The goal of this game was to utilize a probe to fish out contents from the shark's stomach without those fierce jaws snapping closed. Some of those stomach contents included a human skull, a fish skeleton, a tire, a camera, a pistol, a glove, a boot, a walkie-talkie, and a wagon wheel (!). In the version of the game I own today, these delicacies are all molded in white or blue plastic, but the game box shows different colored items.
The funny thing about the book, looking back on it, is that it featured a lot of pop culture references that, at six, I couldn’t possibly have recognized.

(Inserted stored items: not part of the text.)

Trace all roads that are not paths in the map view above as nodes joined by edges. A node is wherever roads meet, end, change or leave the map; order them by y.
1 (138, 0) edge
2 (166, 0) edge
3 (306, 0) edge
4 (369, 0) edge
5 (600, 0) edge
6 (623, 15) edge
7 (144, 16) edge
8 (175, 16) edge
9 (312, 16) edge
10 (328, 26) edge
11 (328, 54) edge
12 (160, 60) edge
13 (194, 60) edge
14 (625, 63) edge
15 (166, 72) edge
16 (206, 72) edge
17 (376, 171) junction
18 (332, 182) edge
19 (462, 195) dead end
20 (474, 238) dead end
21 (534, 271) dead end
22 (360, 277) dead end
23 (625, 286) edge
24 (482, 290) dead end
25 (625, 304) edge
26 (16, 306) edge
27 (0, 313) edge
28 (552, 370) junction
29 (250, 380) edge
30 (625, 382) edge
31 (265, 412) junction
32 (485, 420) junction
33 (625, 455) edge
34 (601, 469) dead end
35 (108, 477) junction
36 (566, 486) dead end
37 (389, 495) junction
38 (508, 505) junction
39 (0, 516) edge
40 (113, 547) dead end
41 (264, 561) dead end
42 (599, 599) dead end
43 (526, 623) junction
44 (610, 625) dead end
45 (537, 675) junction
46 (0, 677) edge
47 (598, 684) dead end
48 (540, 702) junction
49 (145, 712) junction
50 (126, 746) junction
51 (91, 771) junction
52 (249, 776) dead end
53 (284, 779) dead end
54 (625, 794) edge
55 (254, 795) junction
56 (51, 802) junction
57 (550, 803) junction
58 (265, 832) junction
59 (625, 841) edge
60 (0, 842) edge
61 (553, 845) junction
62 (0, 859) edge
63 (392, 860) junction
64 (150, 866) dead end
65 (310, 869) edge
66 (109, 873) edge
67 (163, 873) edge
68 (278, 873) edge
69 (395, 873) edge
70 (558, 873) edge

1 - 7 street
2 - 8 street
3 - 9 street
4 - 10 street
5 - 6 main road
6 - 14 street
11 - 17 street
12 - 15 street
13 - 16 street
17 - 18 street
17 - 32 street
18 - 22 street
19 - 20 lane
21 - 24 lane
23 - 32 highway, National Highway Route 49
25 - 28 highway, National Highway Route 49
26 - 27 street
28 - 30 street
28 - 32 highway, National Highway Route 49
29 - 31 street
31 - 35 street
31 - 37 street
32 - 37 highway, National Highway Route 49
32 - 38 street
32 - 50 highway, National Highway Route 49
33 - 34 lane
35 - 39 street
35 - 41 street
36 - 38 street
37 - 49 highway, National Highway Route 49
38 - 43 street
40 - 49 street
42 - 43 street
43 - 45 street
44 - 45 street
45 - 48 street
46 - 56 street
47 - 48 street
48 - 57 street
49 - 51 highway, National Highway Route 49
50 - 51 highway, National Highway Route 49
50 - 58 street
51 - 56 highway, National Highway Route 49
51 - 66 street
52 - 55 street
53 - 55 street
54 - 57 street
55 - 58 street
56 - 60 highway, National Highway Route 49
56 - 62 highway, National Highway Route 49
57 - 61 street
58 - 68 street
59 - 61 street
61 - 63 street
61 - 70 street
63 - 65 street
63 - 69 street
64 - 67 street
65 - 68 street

For instance, one joke included a reference to a shark game show, Tooth or Consequences, which would have been an allusion to Truth or Consequences (1950)…which I never saw.
I also remember with envy that my friend Stephen who lived on Ridgewood Avenue wore a custom-made Jaws Halloween costume to kindergarten that year. I don’t remember what I wore for Halloween in Kindergarten, but I absolutely remember every detail of that huge, canvas, toothy shark head costume to this day. Also, Collegeville released a standard plastic costume of the Shark from Jaws for those kids without the wherewithal to create their own.
Chevy Chase memorably appeared in a Saturday Night Live skit during its first season in 1975 as a “land shark,” an “urban predator” capable of “disguising its voice”(!) and striking at any time or place. On a more serious note, a 1977 episode of The Six-Million Dollar Man featured the Bionic Steve Austin (Lee Majors) tangling with sharks.
Today, I recall this spell of my youth with tremendous fondness, especially as Jaws-Mania occurred pre-Star Wars, and shared pop-culture space with Bicentennial Fever, Space: 1999, and Logan's Run.